]>
> I don't see how this would improve performance. If the element is in the tree,
> you will be copying the spine until you descend to a point where you discover
> the node exists. If you then escape via an exception, the copied nodes will be
> collected. Otherwise (but it depends on your specification, I suppose) the
> functional way would be to just return the subtree(s) intact, so there would
> be no need to copy their spines. Either way, you're generating the same amount
> of garbage.
The spine will not be generated until the insertion into the subtree
finishes. Only the runtime stack will grow (in any case). You can always
prevent spine copying by testing for physical equality on substructures,
but this requires at least one check for each node whereas exceptions need
not check - they just unwind the stack.
Setting up the exception handler costs a bit time (one time effort!) so
inserting an element into very small datastructures could be costly. But
performance normally depends on inserting elements into big datastructures,
in which case exceptions really excel. The break-even point is surely
highly dependent on the quality of the exception handling mechanism. In my
tests it was somewhere around inserting 100 elements (test function below)

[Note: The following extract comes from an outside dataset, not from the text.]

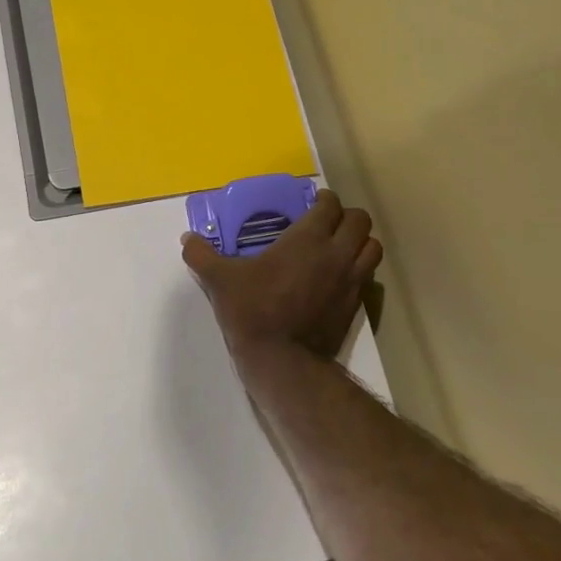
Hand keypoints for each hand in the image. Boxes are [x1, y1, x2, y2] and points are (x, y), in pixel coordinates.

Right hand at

into an unbalanced binary tree.
Let's assume the following test function:
let test f empty n =
let s = ref empty in
for i = 1 to n do s := f (Random.int (n/10)) !s done
It just inserts n random integers in the range of 0..n/10 into some
datastructure.
Take the following straightforward insertion function for binary trees:
let rec insert1 x = function
| `Nil -> `Node (`Nil, x, `Nil)
| `Node(l, el, r) as node ->
let c = compare x el in
if c = 0 then node
else if c < 0 then `Node (insert1 x l, el, r)
else `Node (l, el, insert1 x r)
Timing for running it with "test insert1 `Nil 100000":
3.040u 0.040s 0:03.07 100.3% 0+0k 0+0io 133pf+0w
Now the version with exceptions (use insert2 with the test function):
let rec insert2 x = function
| `Nil -> `Node (`Nil, x, `Nil)
| `Node(l, el, r) ->
let c = compare x el in
if c = 0 then raise Exit
else if c < 0 then `Node (insert2 x l, el, r)
else `Node (l, el, insert2 x r)
let insert2 x s = try insert2 x s with Exit -> s
Timing:
1.950u 0.010s 0:01.95 100.5% 0+0k 0+0io 138pf+0w
Wow! That's much faster!
But not really fair... - the first function copies the spine, the second
does not. So let's make a fairer comparison:
let rec insert3 x = function
| `Nil -> `Node (`Nil, x, `Nil)
| `Node (l, el, r) as node ->
let c = compare x el in
if c = 0 then node
else if c < 0 then
let l' = insert3 x l in
if l == l' then node
else `Node (l', el, r)
else
let r' = insert3 x r in
if r == r' then node
else `Node (l, el, r')
This does not use exceptions, but checks for physical equality to prevent
spine copying. Timing:
2.070u 0.000s 0:02.07 100.0% 0+0k 0+0io 133pf+0w
Not bad! That's already much faster than the first version, though, not
quite as good as the version using exceptions. Could be fine for small
datastructures!
But wait, we can even further improve the speed of the version that uses
exceptions: the idea is that we do not do the recursive call within the
constructor parameter but outside! This is possibly a tweak that only works
with specific compilers. It seems that the OCaml-compiler makes
arrangements to allocate the constructor in the upper version, which costs
time: if an exception occurs, this effort is wasted.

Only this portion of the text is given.